*Stored dataset items:*
+===+

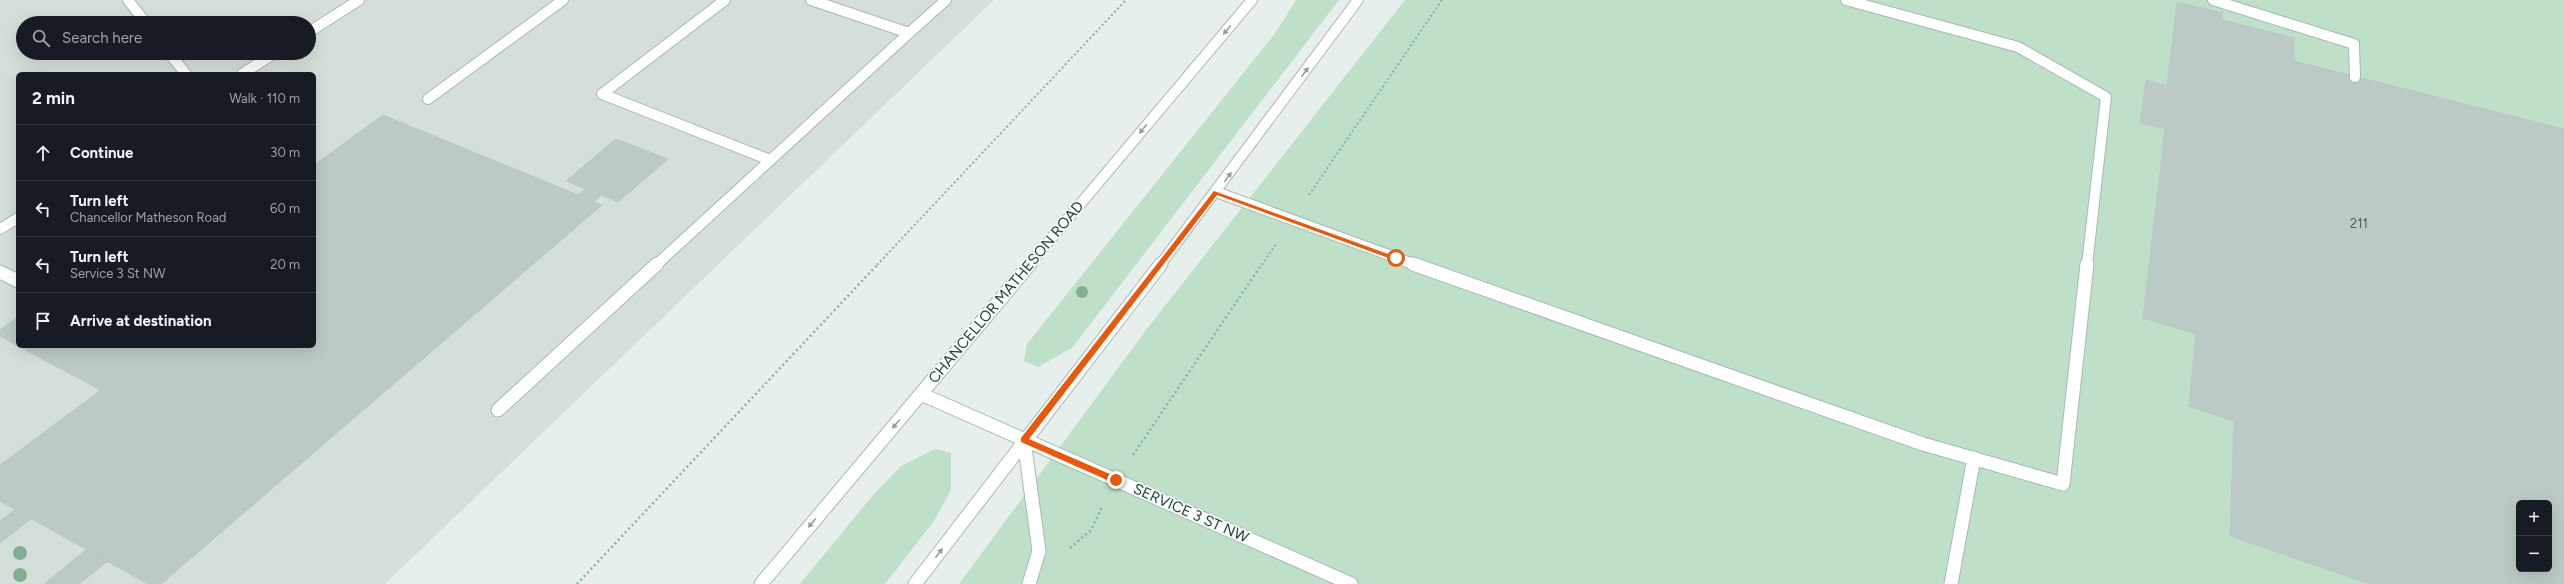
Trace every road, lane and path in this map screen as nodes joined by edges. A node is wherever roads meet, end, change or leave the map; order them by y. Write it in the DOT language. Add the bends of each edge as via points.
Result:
graph roads {
  1 [pos="128,0"];
  2 [pos="359,0"];
  3 [pos="563,0"];
  4 [pos="725,0"];
  5 [pos="811,0"];
  6 [pos="946,0"];
  7 [pos="1126,0"];
  8 [pos="1252,0"];
  9 [pos="1358,0"];
  10 [pos="1846,0"];
  11 [pos="2213,0"];
  12 [pos="141,16"];
  13 [pos="316,28"];
  14 [pos="909,33"];
  15 [pos="175,60"];
  16 [pos="264,60"];
  17 [pos="184,72"];
  18 [pos="245,72"];
  19 [pos="2355,77"];
  20 [pos="428,99"];
  21 [pos="770,160"];
  22 [pos="1216,192"];
  23 [pos="16,219"];
  24 [pos="0,230"];
  25 [pos="0,272"];
  26 [pos="16,280"];
  27 [pos="921,394"];
  28 [pos="498,410"];
  29 [pos="1024,440"];
  30 [pos="1974,458"];
  31 [pos="1116,480"];
  32 [pos="1030,582"];
  33 [pos="577,584"];
  34 [pos="761,584"];
  35 [pos="915,584"];
  36 [pos="1351,584"];
  37 [pos="1951,584"];
  1 -- 12 [label="main road"];
  2 -- 13 [label="main road"];
  3 -- 20 [label="main road"];
  4 -- 21 [label="main road" via="602,94"];
  5 -- 14 [label="main road"];
  6 -- 14 [label="main road"];
  7 -- 33 [label="path"];
  8 -- 27 [label="main road, CHANCELLOR MATHESON ROAD, one-way"];
  22 -- 9 [label="main road, one-way"];
  10 -- 30 [label="main road" via="2018,47 2106,98 2063,484"];
  11 -- 19 [label="main road" via="2354,44"];
  14 -- 21 [label="main road"];
  15 -- 17 [label="main road"];
  16 -- 18 [label="main road"];
  21 -- 28 [label="main road"];
  22 -- 29 [label="main road"];
  22 -- 30 [label="main road" via="1923,444"];
  23 -- 24 [label="main road"];
  25 -- 26 [label="main road"];
  27 -- 29 [label="main road, SERVICE 3 ST NW"];
  27 -- 34 [label="main road, CHANCELLOR MATHESON ROAD, one-way"];
  29 -- 31 [label="main road, SERVICE 3 ST NW"];
  29 -- 32 [label="main road" via="1039,551"];
  35 -- 29 [label="main road, one-way"];
  30 -- 37 [label="main road"];
  31 -- 32 [label="path" via="1091,530"];
  31 -- 36 [label="main road, SERVICE 3 ST NW"];
}
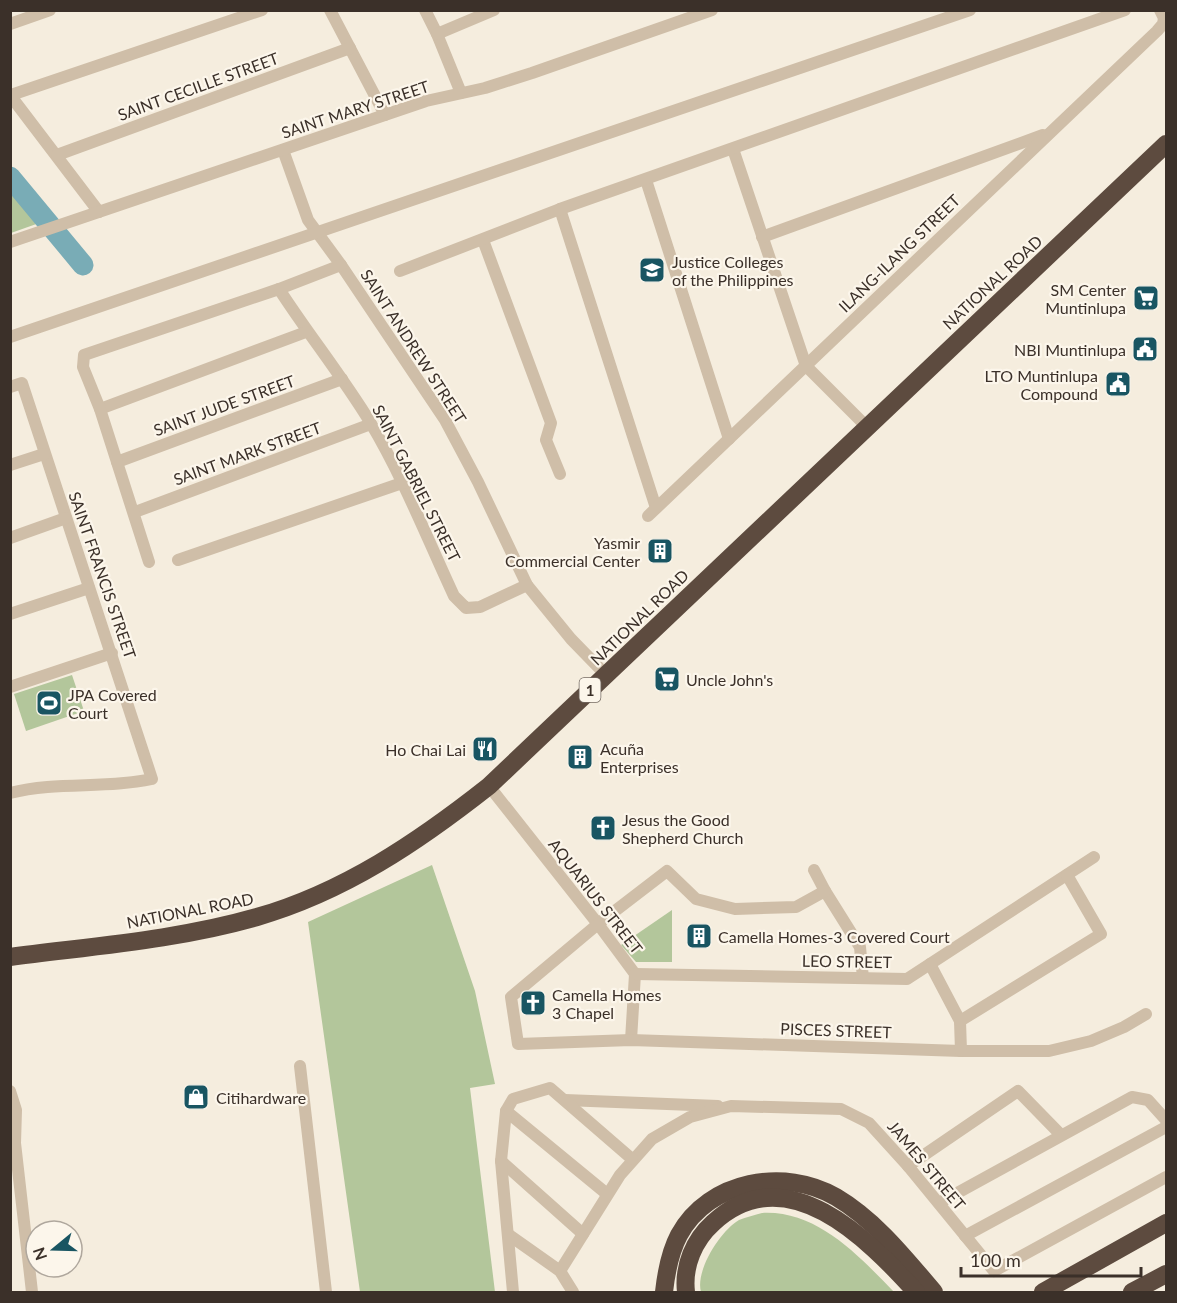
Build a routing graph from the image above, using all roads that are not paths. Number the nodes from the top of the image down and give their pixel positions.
1 (50, 10) edge
2 (262, 10) edge
3 (330, 10) edge
4 (425, 10) edge
5 (494, 10) edge
6 (712, 10) edge
7 (970, 10) edge
8 (1125, 10) edge
9 (1161, 10) edge
10 (10, 24) edge
11 (437, 34) junction
12 (350, 48) junction
13 (461, 93) junction
14 (11, 95) edge
15 (385, 115) junction
16 (1051, 132) junction
17 (1167, 144) edge
18 (733, 149) junction
19 (283, 150) junction
20 (995, 153) junction
21 (57, 155) junction
22 (1006, 173) junction
23 (646, 180) junction
24 (560, 209) junction
25 (99, 212) junction
26 (318, 233) junction
27 (762, 237) junction
28 (483, 240) junction
29 (10, 242) edge
30 (341, 265) junction
31 (400, 271) dead end
32 (279, 290) junction
33 (306, 332) junction
34 (10, 337) edge
35 (806, 366) junction
36 (342, 379) junction
37 (16, 385) edge
38 (100, 409) junction
39 (371, 424) junction
40 (867, 428) junction
41 (729, 439) junction
42 (44, 454) junction
43 (117, 462) junction
44 (10, 465) edge
45 (560, 474) dead end
46 (402, 483) junction
47 (135, 512) junction
48 (66, 518) junction
49 (10, 538) edge
50 (177, 560) dead end
51 (149, 562) dead end
52 (527, 585) junction
53 (88, 588) junction
54 (10, 614) edge
55 (112, 653) junction
56 (606, 675) junction
57 (10, 687) edge
58 (489, 786) junction
59 (10, 793) edge
60 (1094, 857) dead end
61 (814, 870) dead end
62 (1067, 875) junction
63 (825, 891) junction
64 (598, 924) junction
65 (10, 957) edge
66 (930, 964) junction
67 (635, 974) junction
68 (863, 978) junction
69 (1146, 1014) dead end
70 (960, 1021) junction
71 (631, 1040) junction
72 (961, 1051) junction
73 (300, 1066) dead end
74 (10, 1090) edge
75 (565, 1100) junction
76 (731, 1106) junction
77 (506, 1111) junction
78 (1167, 1120) edge
79 (1167, 1127) edge
80 (1062, 1135) junction
81 (632, 1159) junction
82 (501, 1161) junction
83 (908, 1166) junction
84 (1167, 1177) edge
85 (607, 1194) junction
86 (939, 1203) junction
87 (1167, 1222) edge
88 (582, 1234) junction
89 (509, 1235) junction
90 (965, 1236) junction
91 (560, 1271) junction
92 (1167, 1274) edge
93 (1043, 1291) edge
94 (32, 1293) edge
95 (326, 1293) edge
96 (513, 1293) edge
97 (573, 1293) edge
98 (664, 1293) edge
99 (686, 1293) edge
100 (916, 1293) edge
101 (934, 1293) edge
102 (1132, 1293) edge

1 - 10 street
2 - 14 street
3 - 12 street
4 - 11 street
5 - 11 street
6 - 13 street, SAINT MARY STREET
7 - 26 street
8 - 18 street
9 - 16 street, ILANG-ILANG STREET
11 - 13 street
12 - 15 street
12 - 21 street, SAINT CECILLE STREET
13 - 15 street, SAINT MARY STREET
14 - 21 street
15 - 19 street, SAINT MARY STREET
16 - 20 street
16 - 22 street, ILANG-ILANG STREET
17 - 40 highway, NATIONAL ROAD / 1
18 - 23 street
18 - 27 street
19 - 25 street, SAINT MARY STREET
19 - 26 street, SAINT ANDREW STREET
20 - 22 street
20 - 27 street
21 - 25 street
22 - 35 street, ILANG-ILANG STREET
23 - 24 street
23 - 41 street
24 - 28 street
24 - 41 street, ILANG-ILANG STREET
25 - 29 street, SAINT MARY STREET
26 - 30 street, SAINT ANDREW STREET
26 - 34 street
27 - 35 street
28 - 31 street
28 - 45 street
30 - 32 street
30 - 52 street, SAINT ANDREW STREET
32 - 33 street, SAINT GABRIEL STREET
32 - 38 street
33 - 36 street, SAINT GABRIEL STREET
33 - 38 street
35 - 40 street
35 - 41 street, ILANG-ILANG STREET
36 - 39 street, SAINT GABRIEL STREET
36 - 43 street, SAINT JUDE STREET
37 - 42 street, SAINT FRANCIS STREET
38 - 43 street
39 - 46 street, SAINT GABRIEL STREET
39 - 47 street, SAINT MARK STREET
40 - 56 highway, NATIONAL ROAD / 1
42 - 44 street
42 - 48 street, SAINT FRANCIS STREET
43 - 47 street
46 - 50 street
46 - 52 street, SAINT GABRIEL STREET
47 - 51 street
48 - 49 street
48 - 53 street, SAINT FRANCIS STREET
52 - 56 street, SAINT ANDREW STREET
53 - 54 street
53 - 55 street, SAINT FRANCIS STREET
55 - 57 street
55 - 59 street, SAINT FRANCIS STREET
56 - 58 highway, NATIONAL ROAD / 1
58 - 64 street, AQUARIUS STREET
58 - 65 highway, NATIONAL ROAD / 1
60 - 62 street, LEO STREET
61 - 63 street
62 - 66 street, LEO STREET
62 - 70 street
63 - 64 street
63 - 68 street
64 - 67 street, AQUARIUS STREET
64 - 71 street, PISCES STREET
66 - 68 street, LEO STREET
66 - 70 street
67 - 68 street, LEO STREET
67 - 71 street, AQUARIUS STREET
69 - 72 street, PISCES STREET
70 - 72 street
71 - 72 street, PISCES STREET
73 - 95 street
74 - 94 street
75 - 76 street
75 - 77 street
75 - 81 street
76 - 81 street, JAMES STREET
76 - 83 street, JAMES STREET
77 - 82 street
77 - 85 street
78 - 80 street
79 - 90 street
80 - 83 street
80 - 86 street
81 - 85 street, JAMES STREET
82 - 88 street
82 - 89 street
83 - 86 street, JAMES STREET
84 - 90 street, JAMES STREET
85 - 88 street, JAMES STREET
86 - 90 street, JAMES STREET
87 - 93 highway
88 - 91 street, JAMES STREET
89 - 91 street
89 - 96 street
91 - 97 street
92 - 102 highway
98 - 101 highway
99 - 100 highway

+===+

*Description of the task:* Among the lines above, which hold the word "NATIONAL"? Report each one.

*Response below:*
17 - 40 highway, NATIONAL ROAD / 1
40 - 56 highway, NATIONAL ROAD / 1
56 - 58 highway, NATIONAL ROAD / 1
58 - 65 highway, NATIONAL ROAD / 1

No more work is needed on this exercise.